Problem:
Take each line of the data that contains the string "highway" and copy it.

Records for processing:
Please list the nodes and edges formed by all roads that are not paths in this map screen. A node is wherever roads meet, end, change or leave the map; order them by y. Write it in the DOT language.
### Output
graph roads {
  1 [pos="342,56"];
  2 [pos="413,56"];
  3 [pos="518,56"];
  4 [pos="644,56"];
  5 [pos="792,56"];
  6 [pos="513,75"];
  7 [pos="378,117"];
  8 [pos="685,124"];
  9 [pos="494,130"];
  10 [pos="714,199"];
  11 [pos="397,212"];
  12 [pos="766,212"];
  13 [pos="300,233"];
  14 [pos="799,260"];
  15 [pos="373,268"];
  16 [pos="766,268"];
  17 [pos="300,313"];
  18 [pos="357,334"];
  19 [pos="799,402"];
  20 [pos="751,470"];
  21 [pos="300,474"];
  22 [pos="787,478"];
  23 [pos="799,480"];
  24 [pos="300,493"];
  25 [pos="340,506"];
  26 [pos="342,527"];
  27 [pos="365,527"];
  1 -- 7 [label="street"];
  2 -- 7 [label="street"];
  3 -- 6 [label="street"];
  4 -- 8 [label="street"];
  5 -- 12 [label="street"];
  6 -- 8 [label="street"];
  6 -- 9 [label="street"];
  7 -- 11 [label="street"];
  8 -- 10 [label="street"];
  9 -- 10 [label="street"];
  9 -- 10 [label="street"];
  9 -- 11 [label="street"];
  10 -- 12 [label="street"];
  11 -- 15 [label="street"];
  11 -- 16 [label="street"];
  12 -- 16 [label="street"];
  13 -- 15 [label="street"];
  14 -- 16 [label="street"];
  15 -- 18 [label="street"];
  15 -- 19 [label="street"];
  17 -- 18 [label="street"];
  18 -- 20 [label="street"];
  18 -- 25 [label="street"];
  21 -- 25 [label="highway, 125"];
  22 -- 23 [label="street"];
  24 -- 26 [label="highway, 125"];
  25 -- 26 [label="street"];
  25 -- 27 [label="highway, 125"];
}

Solution for this exercise:
  21 -- 25 [label="highway, 125"];
  24 -- 26 [label="highway, 125"];
  25 -- 27 [label="highway, 125"];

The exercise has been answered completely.